Hi,
I am working on hyperspectral images super-resolution problem. The inputs for the model are rgb images and its corresponding hyperspectral image as labels. In the training phase the dataset are all normalized between [0,1]. But the issue is that some of HSI labels’ values changes during training and not normalized any more without any reasons. I tried different learning rate values but without any luck. I am also use torch.autograd.set_detect_anomaly(True) to detect any anomalies but didnot work either. please any help.
Thanks in advance
I am curious to know the link between the learning rate and unnormalized HSI label values. Is there an explicit dependency between them or so?
Also, without a reproducible code snippet, it would be tough to spot this kind of error/possible bug in your code (i.e., not normalized anymore without any reasons).
Thanks for reply,
I believe there is no relation between the learning rate and the unnormlization that occurs, but I am trying all possible solution that i can. The training code is as follow:
def train(model, criterion, optimizer, train_loader, lr_scheduler,epoch,opt):
total_loss = AverageMeter()
losses = AverageMeter()
losses_rgb = AverageMeter()
random.shuffle(train_loader)
prev_time = time.time()
model.train()
for _,train_loader_data in enumerate(train_loader):
for i, data in enumerate(train_loader_data):
model.zero_grad()
optimizer.zero_grad()
images, labels = data
images, labels = images.cuda(), labels.cuda()

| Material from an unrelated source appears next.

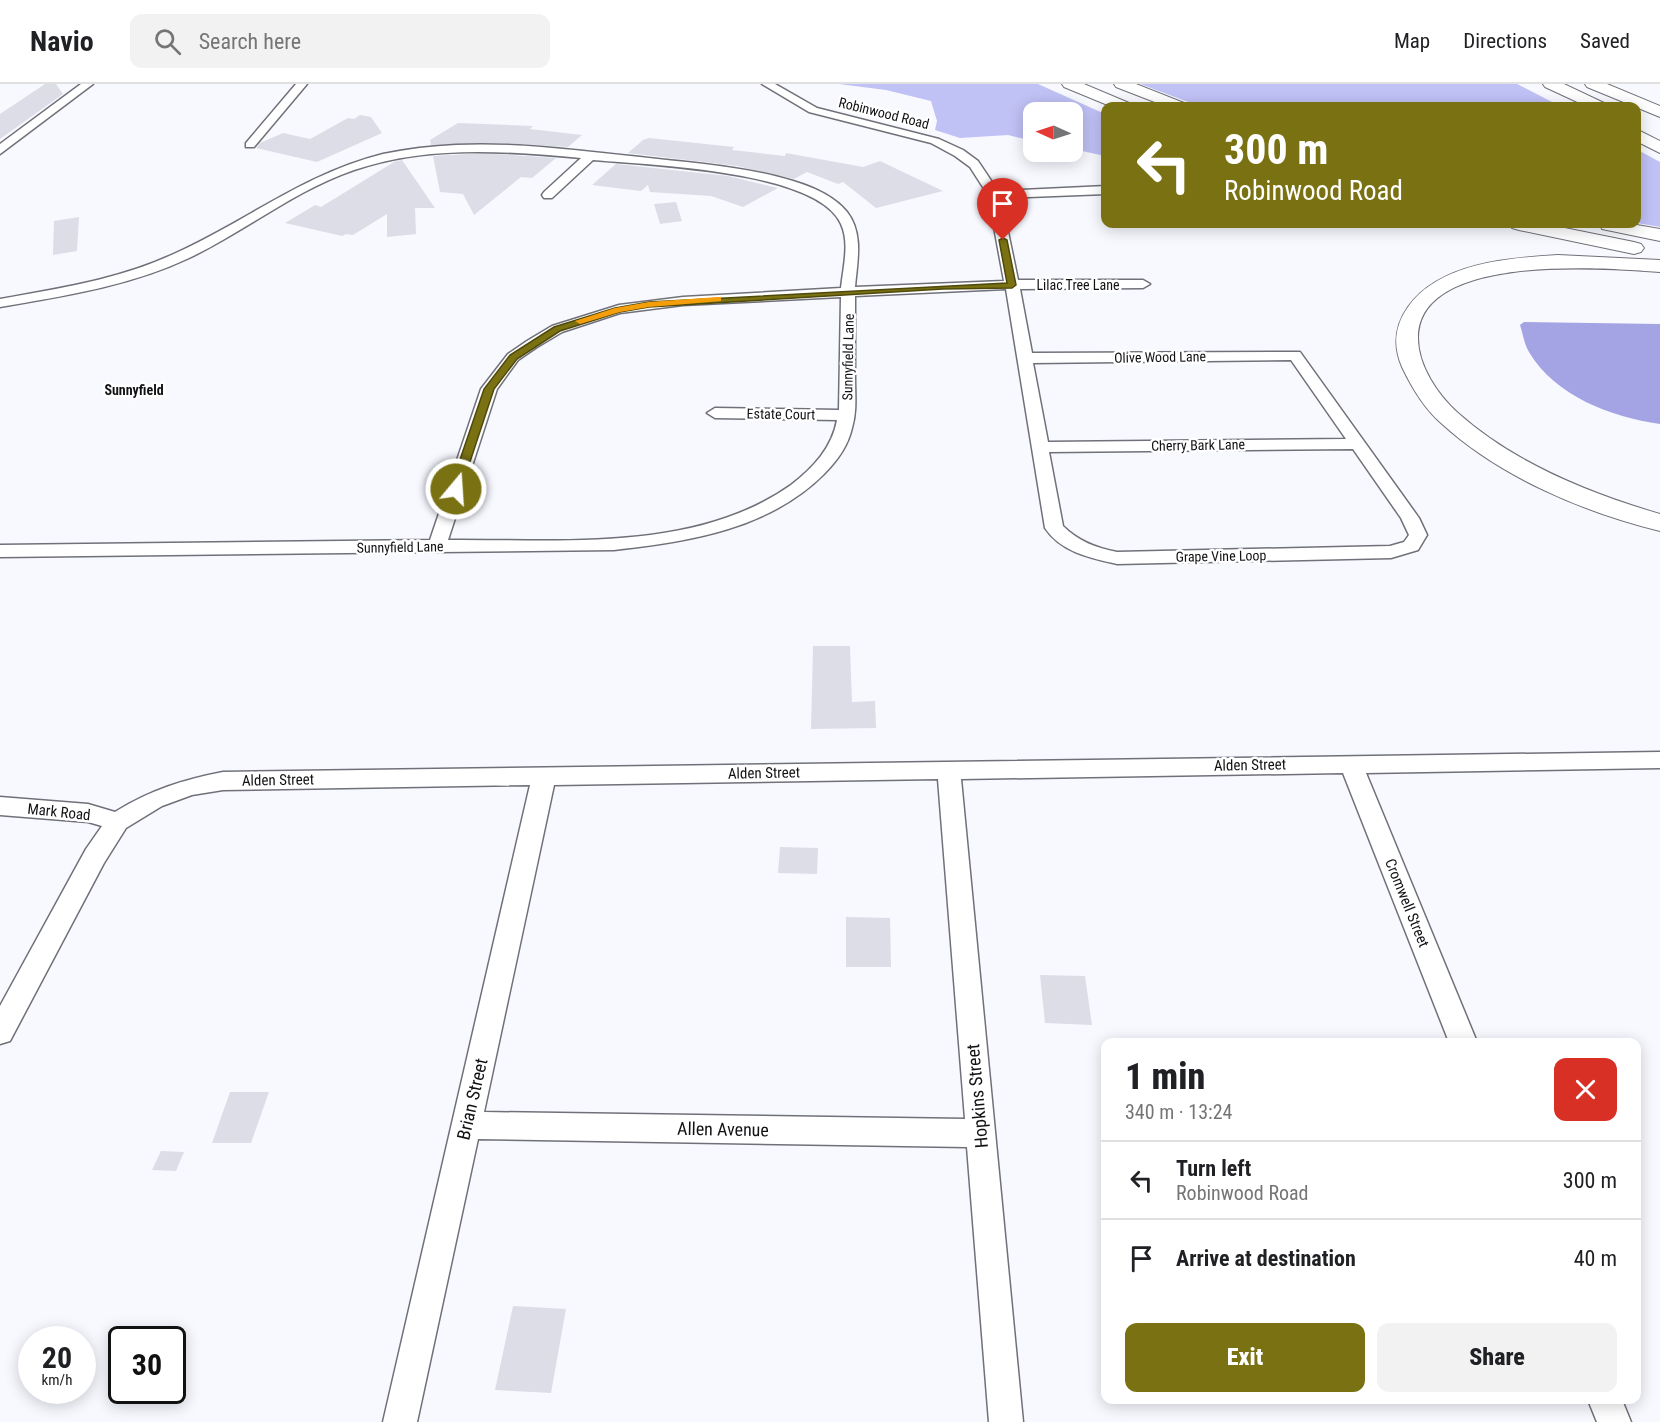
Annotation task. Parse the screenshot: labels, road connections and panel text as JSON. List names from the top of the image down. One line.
{"streets":{"street":["Robinwood Road","Lilac Tree Lane","Sunnyfield Lane","Olive Wood Lane","Estate Court","Cherry Bark Lane","Grape Vine Loop","Alden Street","Mark Road","Cromwell Street","Hopkins Street","Brian Street","Allen Avenue"]},"crossings":[["Robinwood Road","Lilac Tree Lane"],["Robinwood Road","Grape Vine Loop"],["Lilac Tree Lane","Sunnyfield Lane"],["Lilac Tree Lane","Grape Vine Loop"],["Sunnyfield Lane","Estate Court"],["Olive Wood Lane","Grape Vine Loop"],["Cherry Bark Lane","Grape Vine Loop"],["Alden Street","Mark Road"],["Alden Street","Cromwell Street"],["Alden Street","Hopkins Street"],["Alden Street","Brian Street"],["Hopkins Street","Allen Avenue"],["Brian Street","Allen Avenue"]],"districts":["Sunnyfield"],"north":"left","page":{"header":"Navio","search":"Search here","nav":["Map","Directions","Saved"],"turn":["300 m","Robinwood Road"],"heading":["1 min","340 m · 13:24"],"list":[{"name":"Turn left","note":"Robinwood Road","value":"300 m"},{"name":"Arrive at destination","value":"40 m"}],"buttons":["Exit","Share"],"speed":"20 km/h","limit":"30"}}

## the control statement to only predict the un normalized input error
if labels.min()<0 or labels.max()>1:
print("yes ther3 is problem in labels ","with min: {0} and max:
{1}".format(labels.min(),labels.max()))
logger2.info("Epoch [%02d], min_value:%.9f, max_value : %.9f,batch no:
%d/%d" % (epoch, labels.min().detach().cpu(),
labels.max().detach().cpu(),i+1,len(train_loader)))
else:
lr_scheduler.step()
fake_hyper = model.forward(images)
#loss = criterion(fake_hyper, real_hyper)
loss , loss_rgb = criterion(fake_hyper, labels, images)
loss_all = loss + opt.trade_off * loss_rgb
loss_all.backward()
optimizer.step()
# # Determine approximate time left
iters_done = epoch * len(train_loader_data) + i
iters_left =opt.epochs * len(train_loader_data) - iters_done
time_left = datetime.timedelta(seconds = iters_left * (time.time() -
prev_time))
prev_time = time.time()
# record loss
losses.update(loss.data)
losses_rgb.update(loss_rgb.data)
total_loss.update(loss_all.data)
print('[Epoch:%02d],[Batch no:%d/%d],[Time_left=%s],
[train_losses.avg=%.9f],
[rgb_train_losses.avg=%.9f]'
% (epoch, i+1, len(train_loader_data), time_left,losses.avg,
losses_rgb.avg))
return total_loss.avg, losses.avg,losses_rgb.avg
and the code for the custom loss:
class LossTrainCSS(nn.Module):
def __init__(self):
super(LossTrainCSS, self).__init__()
self.model_hs2rgb = nn.Conv2d(31, 3, 1, bias=False)
filtersPath = './cie_1964_w_gain.npz'
cie_matrix = np.load(filtersPath)['filters']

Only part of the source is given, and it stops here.